Exercise description: Every line with "République" in it should be copied from the data.

Collected data entries
.....

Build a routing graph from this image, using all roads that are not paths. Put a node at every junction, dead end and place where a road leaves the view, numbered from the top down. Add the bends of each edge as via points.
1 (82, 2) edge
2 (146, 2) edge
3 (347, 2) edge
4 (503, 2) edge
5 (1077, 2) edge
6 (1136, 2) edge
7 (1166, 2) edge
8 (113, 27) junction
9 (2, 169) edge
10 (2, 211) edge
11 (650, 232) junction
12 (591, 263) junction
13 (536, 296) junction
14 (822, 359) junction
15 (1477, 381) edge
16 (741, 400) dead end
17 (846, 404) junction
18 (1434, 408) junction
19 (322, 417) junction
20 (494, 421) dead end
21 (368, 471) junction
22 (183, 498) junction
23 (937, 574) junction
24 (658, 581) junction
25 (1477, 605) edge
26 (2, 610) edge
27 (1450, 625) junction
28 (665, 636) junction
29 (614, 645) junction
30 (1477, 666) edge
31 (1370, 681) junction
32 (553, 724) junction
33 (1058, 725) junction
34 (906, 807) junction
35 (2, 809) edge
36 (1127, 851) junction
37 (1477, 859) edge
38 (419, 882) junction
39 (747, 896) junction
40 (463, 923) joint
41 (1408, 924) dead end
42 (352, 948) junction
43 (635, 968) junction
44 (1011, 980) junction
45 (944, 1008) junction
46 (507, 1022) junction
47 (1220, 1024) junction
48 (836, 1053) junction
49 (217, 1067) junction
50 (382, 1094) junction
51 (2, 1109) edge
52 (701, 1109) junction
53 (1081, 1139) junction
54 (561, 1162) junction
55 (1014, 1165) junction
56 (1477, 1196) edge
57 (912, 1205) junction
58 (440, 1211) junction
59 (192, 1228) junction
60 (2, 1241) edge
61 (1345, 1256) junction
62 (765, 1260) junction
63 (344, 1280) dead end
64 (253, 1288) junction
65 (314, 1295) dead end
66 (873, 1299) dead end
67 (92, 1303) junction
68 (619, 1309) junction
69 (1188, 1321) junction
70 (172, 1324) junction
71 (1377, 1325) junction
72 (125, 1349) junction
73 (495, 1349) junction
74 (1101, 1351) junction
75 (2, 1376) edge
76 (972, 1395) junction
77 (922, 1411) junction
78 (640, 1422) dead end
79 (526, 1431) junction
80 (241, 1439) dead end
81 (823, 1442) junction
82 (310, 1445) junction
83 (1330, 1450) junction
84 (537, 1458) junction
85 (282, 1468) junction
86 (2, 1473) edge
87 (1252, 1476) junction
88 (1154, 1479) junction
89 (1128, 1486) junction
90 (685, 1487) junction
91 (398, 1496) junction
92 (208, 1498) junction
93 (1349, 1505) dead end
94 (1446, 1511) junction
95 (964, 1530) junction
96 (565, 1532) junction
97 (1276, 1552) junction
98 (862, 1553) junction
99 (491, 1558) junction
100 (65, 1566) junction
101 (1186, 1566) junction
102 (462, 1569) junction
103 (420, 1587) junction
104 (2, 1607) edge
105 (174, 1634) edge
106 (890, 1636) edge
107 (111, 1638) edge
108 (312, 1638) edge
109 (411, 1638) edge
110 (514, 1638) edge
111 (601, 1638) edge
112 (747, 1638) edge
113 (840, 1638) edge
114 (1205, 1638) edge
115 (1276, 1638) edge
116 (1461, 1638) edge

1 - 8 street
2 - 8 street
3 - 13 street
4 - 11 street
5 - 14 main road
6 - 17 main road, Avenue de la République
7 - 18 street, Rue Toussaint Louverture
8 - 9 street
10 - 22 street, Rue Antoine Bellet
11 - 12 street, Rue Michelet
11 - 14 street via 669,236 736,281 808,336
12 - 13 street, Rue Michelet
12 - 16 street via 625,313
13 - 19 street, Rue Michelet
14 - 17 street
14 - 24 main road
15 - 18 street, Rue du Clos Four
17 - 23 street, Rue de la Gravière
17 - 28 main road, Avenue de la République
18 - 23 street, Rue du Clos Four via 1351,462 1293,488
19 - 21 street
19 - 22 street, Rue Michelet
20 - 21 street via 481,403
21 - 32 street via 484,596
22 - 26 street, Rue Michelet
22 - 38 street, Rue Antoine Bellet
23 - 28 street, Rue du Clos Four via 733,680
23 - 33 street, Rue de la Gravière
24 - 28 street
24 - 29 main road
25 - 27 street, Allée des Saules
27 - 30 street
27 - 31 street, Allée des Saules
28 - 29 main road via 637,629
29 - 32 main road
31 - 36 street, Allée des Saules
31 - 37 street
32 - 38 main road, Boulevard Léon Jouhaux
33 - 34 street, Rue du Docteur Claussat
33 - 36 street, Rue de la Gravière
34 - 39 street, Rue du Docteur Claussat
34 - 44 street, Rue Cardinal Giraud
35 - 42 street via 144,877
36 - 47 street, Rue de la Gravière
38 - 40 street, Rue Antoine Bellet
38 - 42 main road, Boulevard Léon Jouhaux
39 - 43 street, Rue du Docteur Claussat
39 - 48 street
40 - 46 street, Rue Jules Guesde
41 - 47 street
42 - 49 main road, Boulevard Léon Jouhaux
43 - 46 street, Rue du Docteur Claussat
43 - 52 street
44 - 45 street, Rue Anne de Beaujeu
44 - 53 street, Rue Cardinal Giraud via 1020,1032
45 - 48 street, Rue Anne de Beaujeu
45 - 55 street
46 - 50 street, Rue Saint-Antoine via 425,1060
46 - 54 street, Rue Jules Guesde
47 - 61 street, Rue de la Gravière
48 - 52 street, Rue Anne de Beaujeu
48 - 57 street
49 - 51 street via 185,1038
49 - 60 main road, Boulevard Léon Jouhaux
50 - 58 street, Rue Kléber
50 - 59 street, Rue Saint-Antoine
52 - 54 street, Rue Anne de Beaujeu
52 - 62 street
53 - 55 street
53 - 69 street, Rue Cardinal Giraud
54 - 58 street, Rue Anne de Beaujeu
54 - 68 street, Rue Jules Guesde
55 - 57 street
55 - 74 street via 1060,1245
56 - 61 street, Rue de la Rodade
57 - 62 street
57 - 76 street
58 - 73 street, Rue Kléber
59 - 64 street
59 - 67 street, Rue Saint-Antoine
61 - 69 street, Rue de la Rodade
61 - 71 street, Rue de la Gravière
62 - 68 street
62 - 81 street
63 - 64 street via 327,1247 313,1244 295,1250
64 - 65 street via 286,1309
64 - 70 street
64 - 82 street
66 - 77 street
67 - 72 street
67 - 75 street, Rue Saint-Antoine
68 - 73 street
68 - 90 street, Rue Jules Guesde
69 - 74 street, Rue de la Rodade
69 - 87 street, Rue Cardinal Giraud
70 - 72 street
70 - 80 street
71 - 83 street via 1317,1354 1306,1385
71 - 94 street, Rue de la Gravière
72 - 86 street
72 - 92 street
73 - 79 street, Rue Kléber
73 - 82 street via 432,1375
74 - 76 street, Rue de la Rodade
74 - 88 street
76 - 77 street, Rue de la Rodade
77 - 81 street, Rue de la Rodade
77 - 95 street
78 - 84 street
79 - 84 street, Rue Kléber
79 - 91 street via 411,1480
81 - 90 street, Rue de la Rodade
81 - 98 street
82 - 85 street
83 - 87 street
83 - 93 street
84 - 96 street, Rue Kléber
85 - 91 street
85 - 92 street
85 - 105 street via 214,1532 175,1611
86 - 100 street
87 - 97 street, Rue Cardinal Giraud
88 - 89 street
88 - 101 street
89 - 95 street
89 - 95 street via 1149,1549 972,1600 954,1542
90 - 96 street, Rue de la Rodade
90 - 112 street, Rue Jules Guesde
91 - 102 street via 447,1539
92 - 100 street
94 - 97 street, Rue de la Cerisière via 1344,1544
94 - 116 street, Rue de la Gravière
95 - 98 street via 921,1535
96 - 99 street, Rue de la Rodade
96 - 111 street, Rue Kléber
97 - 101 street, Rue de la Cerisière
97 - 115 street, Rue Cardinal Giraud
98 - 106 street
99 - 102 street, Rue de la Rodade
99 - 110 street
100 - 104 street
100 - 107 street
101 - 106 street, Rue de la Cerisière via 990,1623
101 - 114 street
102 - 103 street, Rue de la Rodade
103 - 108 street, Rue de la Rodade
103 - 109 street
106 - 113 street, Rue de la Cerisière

.....

Answer to this exercise:
6 - 17 main road, Avenue de la République
17 - 28 main road, Avenue de la République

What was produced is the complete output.